WHAT THE TASK ASKS:
From the entries that follow, list every line in which the string "مرکزی" appears.

Stored data
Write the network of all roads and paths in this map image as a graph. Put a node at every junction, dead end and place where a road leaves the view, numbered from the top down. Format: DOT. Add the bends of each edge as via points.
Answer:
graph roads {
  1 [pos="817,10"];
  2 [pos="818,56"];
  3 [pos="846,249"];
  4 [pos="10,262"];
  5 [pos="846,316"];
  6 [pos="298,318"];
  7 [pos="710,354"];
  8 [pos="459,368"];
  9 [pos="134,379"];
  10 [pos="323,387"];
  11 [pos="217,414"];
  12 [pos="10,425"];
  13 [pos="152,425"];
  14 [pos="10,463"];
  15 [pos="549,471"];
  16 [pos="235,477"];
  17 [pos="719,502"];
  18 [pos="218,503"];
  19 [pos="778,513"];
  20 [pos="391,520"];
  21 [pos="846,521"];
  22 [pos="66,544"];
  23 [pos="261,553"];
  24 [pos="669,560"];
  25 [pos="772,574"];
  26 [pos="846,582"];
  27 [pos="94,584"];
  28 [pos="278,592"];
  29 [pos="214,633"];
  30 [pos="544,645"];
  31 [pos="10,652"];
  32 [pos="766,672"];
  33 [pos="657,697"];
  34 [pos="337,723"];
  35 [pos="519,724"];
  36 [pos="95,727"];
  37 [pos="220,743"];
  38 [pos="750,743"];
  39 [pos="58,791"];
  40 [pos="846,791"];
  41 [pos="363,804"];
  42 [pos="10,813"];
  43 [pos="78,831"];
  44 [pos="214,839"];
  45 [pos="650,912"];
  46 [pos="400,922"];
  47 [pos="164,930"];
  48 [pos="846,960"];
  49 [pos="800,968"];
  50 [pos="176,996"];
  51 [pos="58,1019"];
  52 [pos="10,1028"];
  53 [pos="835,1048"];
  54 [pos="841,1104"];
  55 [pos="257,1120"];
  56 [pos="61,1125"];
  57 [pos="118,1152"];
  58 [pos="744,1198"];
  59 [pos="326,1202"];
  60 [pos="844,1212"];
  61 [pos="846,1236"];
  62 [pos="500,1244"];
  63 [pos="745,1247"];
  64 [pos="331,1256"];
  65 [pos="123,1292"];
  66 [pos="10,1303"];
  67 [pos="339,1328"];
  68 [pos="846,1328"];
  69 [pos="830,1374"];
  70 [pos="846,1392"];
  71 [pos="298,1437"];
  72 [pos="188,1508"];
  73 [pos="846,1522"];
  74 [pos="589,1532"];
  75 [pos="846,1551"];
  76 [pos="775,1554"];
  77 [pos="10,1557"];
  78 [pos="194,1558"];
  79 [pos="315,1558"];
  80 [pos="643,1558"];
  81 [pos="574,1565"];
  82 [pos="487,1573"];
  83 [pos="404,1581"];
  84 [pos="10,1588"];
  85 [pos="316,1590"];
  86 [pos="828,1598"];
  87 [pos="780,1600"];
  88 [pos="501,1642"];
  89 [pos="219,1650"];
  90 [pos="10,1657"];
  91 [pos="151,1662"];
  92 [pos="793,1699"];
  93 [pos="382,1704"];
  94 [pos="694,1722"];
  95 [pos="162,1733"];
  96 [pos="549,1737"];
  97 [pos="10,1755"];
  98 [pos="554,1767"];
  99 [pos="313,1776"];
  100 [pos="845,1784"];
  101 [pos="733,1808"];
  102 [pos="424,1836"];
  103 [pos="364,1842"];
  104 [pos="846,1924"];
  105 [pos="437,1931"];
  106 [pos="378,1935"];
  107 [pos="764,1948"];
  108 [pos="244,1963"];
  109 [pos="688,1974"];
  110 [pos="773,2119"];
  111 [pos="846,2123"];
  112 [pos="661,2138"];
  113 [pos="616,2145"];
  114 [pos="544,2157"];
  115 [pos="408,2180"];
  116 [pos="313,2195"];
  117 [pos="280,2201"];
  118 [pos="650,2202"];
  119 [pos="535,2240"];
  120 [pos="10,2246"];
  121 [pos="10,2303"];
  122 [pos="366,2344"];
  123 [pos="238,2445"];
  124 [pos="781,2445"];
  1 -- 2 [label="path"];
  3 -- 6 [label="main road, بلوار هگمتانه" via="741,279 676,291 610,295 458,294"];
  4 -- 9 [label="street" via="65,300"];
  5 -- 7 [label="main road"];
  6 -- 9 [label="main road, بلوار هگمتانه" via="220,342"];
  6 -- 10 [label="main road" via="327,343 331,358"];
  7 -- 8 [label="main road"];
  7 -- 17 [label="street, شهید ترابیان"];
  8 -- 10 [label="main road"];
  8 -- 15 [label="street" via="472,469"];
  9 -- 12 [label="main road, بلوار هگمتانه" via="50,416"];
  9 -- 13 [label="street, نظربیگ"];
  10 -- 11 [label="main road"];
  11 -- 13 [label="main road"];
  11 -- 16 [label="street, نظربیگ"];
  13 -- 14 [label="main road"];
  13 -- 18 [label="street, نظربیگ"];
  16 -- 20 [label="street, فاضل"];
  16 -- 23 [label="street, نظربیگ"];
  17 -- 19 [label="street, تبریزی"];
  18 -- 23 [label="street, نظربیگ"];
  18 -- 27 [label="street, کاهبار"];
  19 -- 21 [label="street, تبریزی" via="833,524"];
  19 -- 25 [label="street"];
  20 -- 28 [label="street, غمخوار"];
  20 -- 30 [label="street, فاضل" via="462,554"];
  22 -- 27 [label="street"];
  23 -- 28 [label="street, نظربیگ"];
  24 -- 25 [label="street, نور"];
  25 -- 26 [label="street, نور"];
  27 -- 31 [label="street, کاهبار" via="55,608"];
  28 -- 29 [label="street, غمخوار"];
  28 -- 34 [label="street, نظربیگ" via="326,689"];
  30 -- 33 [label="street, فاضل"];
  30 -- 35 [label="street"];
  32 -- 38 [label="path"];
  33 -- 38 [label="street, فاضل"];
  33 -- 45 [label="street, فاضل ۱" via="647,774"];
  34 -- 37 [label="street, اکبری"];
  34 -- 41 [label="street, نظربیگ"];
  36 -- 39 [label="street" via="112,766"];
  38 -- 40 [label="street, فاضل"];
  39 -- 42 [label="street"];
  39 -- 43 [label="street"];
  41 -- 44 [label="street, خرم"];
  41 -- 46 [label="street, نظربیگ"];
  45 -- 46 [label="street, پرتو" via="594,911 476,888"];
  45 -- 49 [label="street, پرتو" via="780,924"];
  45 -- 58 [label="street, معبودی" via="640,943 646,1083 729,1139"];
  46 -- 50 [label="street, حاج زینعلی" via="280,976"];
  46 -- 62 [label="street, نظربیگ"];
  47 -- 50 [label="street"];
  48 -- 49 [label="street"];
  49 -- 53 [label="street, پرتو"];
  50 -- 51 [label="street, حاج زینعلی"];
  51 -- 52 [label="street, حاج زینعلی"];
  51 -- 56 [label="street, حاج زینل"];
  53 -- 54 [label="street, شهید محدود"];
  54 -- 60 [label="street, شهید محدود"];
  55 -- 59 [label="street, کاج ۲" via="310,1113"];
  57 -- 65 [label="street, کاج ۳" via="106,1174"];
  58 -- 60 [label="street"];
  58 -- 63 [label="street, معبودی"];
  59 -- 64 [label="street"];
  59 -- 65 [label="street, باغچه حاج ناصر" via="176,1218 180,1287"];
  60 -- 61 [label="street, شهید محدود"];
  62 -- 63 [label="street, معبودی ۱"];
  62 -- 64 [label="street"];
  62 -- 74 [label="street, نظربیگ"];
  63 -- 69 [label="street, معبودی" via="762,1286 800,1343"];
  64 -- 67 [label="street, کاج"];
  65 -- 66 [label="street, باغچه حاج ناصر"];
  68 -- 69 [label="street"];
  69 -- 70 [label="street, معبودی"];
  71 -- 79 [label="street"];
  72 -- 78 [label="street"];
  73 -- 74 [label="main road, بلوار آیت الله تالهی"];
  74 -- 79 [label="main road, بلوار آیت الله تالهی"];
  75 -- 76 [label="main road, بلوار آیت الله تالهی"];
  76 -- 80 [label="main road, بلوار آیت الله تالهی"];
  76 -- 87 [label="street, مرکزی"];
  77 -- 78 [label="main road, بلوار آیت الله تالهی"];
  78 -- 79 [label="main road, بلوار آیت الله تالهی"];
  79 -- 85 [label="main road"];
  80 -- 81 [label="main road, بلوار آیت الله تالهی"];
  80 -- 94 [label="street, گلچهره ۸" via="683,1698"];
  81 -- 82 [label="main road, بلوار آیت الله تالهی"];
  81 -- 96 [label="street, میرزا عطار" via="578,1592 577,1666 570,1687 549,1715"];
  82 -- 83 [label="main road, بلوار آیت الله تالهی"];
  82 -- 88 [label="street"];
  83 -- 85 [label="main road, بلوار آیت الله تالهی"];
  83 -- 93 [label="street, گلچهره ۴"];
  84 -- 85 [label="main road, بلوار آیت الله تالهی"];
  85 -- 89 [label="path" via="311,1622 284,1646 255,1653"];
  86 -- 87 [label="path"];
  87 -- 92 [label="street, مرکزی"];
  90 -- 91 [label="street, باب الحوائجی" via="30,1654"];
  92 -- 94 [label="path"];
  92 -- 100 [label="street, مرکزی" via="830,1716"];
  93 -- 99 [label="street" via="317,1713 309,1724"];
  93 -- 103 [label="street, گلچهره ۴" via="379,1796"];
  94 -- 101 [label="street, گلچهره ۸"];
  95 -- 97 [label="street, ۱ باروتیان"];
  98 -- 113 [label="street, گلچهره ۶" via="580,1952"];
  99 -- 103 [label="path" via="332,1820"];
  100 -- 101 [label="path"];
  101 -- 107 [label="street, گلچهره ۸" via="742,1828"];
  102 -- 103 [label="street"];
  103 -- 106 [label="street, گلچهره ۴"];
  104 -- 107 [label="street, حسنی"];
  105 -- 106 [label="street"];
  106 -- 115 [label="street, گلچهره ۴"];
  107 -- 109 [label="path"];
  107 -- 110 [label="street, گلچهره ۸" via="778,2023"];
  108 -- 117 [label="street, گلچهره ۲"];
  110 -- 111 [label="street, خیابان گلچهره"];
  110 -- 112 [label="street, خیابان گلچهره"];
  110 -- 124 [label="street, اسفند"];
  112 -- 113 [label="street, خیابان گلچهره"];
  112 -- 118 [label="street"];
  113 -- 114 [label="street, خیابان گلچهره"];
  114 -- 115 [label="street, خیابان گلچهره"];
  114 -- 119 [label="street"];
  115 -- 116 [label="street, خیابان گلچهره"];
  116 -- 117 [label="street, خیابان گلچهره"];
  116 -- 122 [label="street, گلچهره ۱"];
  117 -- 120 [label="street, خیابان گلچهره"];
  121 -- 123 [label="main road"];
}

SOLUTION TO THIS PROBLEM:
  76 -- 87 [label="street, مرکزی"];
  87 -- 92 [label="street, مرکزی"];
  92 -- 100 [label="street, مرکزی" via="830,1716"];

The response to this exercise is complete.